Kurz vor Bornholm drehte der Wind auf Nordost und frischte auf. Sie beeilten sich, die Netze auszulegen. Die Wellen wurden höher, schneller, kräftiger. Das Boot schwankte heftig. Cuno saß auf der Hock, einem schmalen Steg hinter dem Ruderhaus. Mit der rechten Hand ließ er das schwere Netz über die Bordwand gleiten, mit der linken musste er sich festhalten. Plötzlich gab es einen Ruck, er konnte seinen Arm gerade noch vom Netz befreien, sonst hätte es ihn über Bord gezogen. Es hatte sich in der Schiffsschraube verfangen. Der Motor verstummte.
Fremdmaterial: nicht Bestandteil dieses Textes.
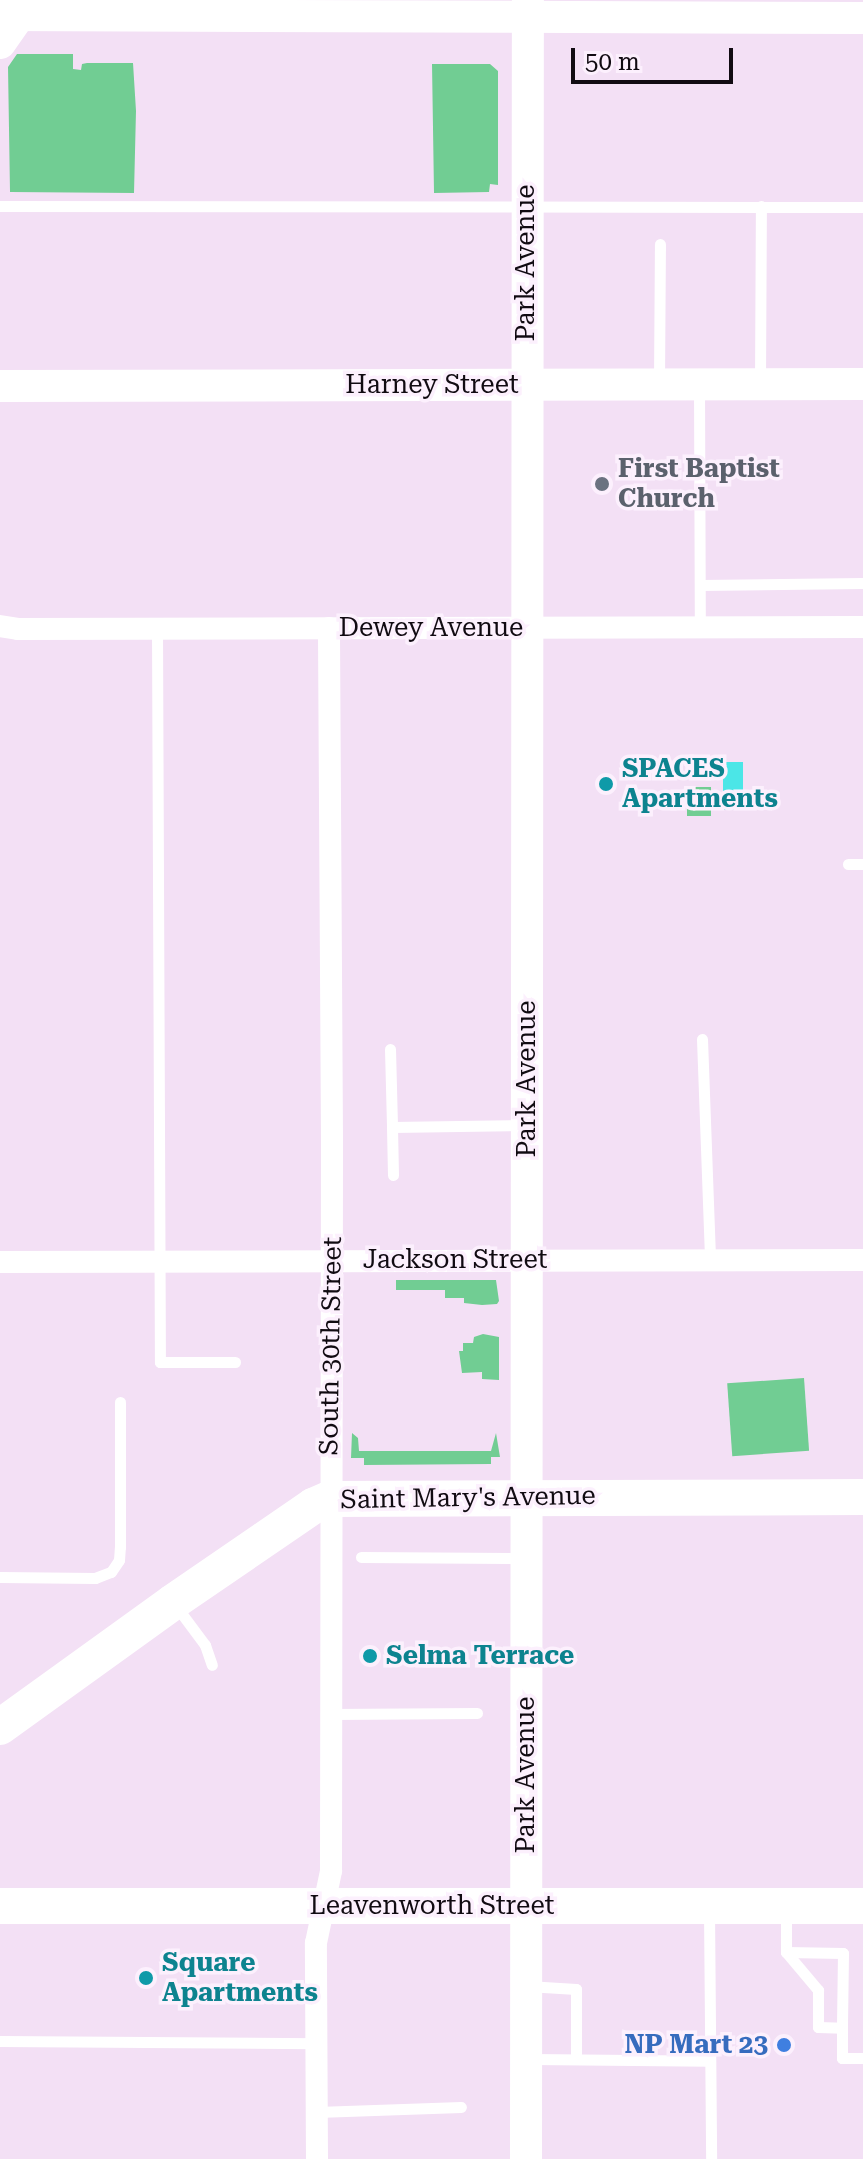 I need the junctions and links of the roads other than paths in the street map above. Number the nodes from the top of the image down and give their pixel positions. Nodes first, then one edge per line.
1 (312, 8) edge
2 (376, 8) edge
3 (470, 9) edge
4 (528, 9) edge
5 (676, 9) edge
6 (17, 10) edge
7 (863, 18) edge
8 (0, 43) edge
9 (526, 205) junction
10 (0, 206) edge
11 (761, 206) junction
12 (863, 207) edge
13 (660, 244) dead end
14 (760, 383) junction
15 (526, 384) junction
16 (863, 384) edge
17 (699, 385) junction
18 (0, 386) edge
19 (659, 386) junction
20 (863, 583) edge
21 (700, 585) junction
22 (0, 626) edge
23 (863, 627) edge
24 (329, 628) junction
25 (526, 628) junction
26 (700, 628) junction
27 (157, 629) junction
28 (848, 864) dead end
29 (863, 864) edge
30 (702, 1039) dead end
31 (390, 1049) dead end
32 (527, 1125) junction
33 (392, 1127) junction
34 (393, 1175) dead end
35 (527, 1260) junction
36 (710, 1260) junction
37 (863, 1260) edge
38 (159, 1261) junction
39 (332, 1261) junction
40 (0, 1262) edge
41 (235, 1362) dead end
42 (120, 1402) dead end
43 (526, 1497) junction
44 (863, 1497) edge
45 (329, 1499) junction
46 (361, 1557) dead end
47 (526, 1558) junction
48 (0, 1577) edge
49 (173, 1602) junction
50 (212, 1665) dead end
51 (477, 1713) dead end
52 (331, 1714) junction
53 (0, 1727) edge
54 (0, 1906) edge
55 (324, 1906) junction
56 (525, 1906) junction
57 (863, 1906) edge
58 (709, 1907) junction
59 (786, 1907) junction
60 (786, 1952) junction
61 (526, 1986) junction
62 (842, 2028) junction
63 (0, 2041) edge
64 (317, 2043) junction
65 (863, 2058) edge
66 (526, 2059) junction
67 (576, 2059) junction
68 (710, 2061) junction
69 (461, 2107) dead end
70 (317, 2112) junction
71 (317, 2159) edge
72 (526, 2159) edge
73 (711, 2159) edge

1 - 2 street
1 - 6 street
2 - 3 street
3 - 4 street
4 - 5 street
4 - 9 street, Park Avenue
5 - 7 street
6 - 8 street
9 - 10 lane
9 - 11 lane
9 - 15 street, Park Avenue
11 - 12 lane
11 - 14 lane
13 - 19 lane
14 - 16 street, Harney Street
14 - 17 street, Harney Street
15 - 18 street, Harney Street
15 - 19 street, Harney Street
15 - 25 street, Park Avenue
17 - 19 street, Harney Street
17 - 21 lane
20 - 21 lane
21 - 26 lane
22 - 27 street, Dewey Avenue
23 - 26 street, Dewey Avenue
24 - 25 street, Dewey Avenue
24 - 27 street, Dewey Avenue
24 - 39 street, South 30th Street
25 - 26 street, Dewey Avenue
25 - 32 street, Park Avenue
27 - 38 lane
28 - 29 lane
30 - 36 lane
31 - 33 lane
32 - 33 lane
32 - 35 street, Park Avenue
33 - 34 lane
35 - 36 street, Jackson Street
35 - 39 street, Jackson Street
35 - 43 street, Park Avenue
36 - 37 street, Jackson Street
38 - 39 street, Jackson Street
38 - 40 street, Jackson Street
38 - 41 lane
39 - 45 street, South 30th Street
42 - 48 lane
43 - 44 main road, Saint Mary's Avenue
43 - 45 main road, Saint Mary's Avenue
43 - 47 street, Park Avenue
45 - 49 main road, Saint Mary's Avenue
45 - 52 street, South 30th Street
46 - 47 lane
47 - 56 street, Park Avenue
49 - 50 lane
49 - 53 main road, Saint Mary's Avenue
51 - 52 lane
52 - 55 street, South 30th Street
54 - 55 main road, Leavenworth Street
55 - 56 main road, Leavenworth Street
55 - 64 street, South 30th Street
56 - 58 main road, Leavenworth Street
56 - 61 street, Park Avenue
57 - 59 main road, Leavenworth Street
58 - 59 main road, Leavenworth Street
58 - 68 lane
59 - 60 lane
60 - 62 lane
60 - 62 lane
61 - 66 street, Park Avenue
61 - 67 lane
62 - 65 lane
63 - 64 lane
64 - 70 street, South 30th Street
66 - 67 lane
66 - 72 street, Park Avenue
67 - 68 lane
68 - 73 lane
69 - 70 lane
70 - 71 street, South 30th Street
Die Wellen waren meterhoch, niemand konnte hier ins Wasser gehen.

Ansgar band ein Messer an einen der Bootshaken, den er Cuno reichte. Der versuchte damit, das Netz aus der Schraube zu schneiden. Es dauerte. Trotz der schwarzen Stiefelhosen und der schweren Gummijacken, die die Männer trugen, waren sie durchnässt. Die Wellen schlugen über Bord, das Wasser kam von allen Seiten. Cuno wollte eine Pause machen, er war völlig erschöpft. Aber Ansgar spornte ihn an, weiterzumachen. Er hielt Cuno fest, während der sich weit hinausbeugte.

Dann, endlich, war es geschafft. Sie zogen das kaputte Netz ins Boot.

Boto ging ins Ruderhaus, um den Motor anzulassen. ›Nur weg hier, in den Windschatten von Bornholm‹, dachte er. Nach Hause würden sie es jetzt nicht schaffen, denn der Sturm wurde noch stärker. Er hörte nur das schwere Rauschen der Brandung, nicht den Schrei. Dann sah er entsetzt, dass einer der Männer wie in Zeitlupe über Bord ging und zwischen den Schaumkämmen der hohen Wellen verschwand. Er wusste, dass sich die brusthohe Hose des Fischers in Sekundenschnelle mit Wasser füllen und das Gewicht ihn unbarmherzig in die Tiefe ziehen würde. Es gab keine Rettung.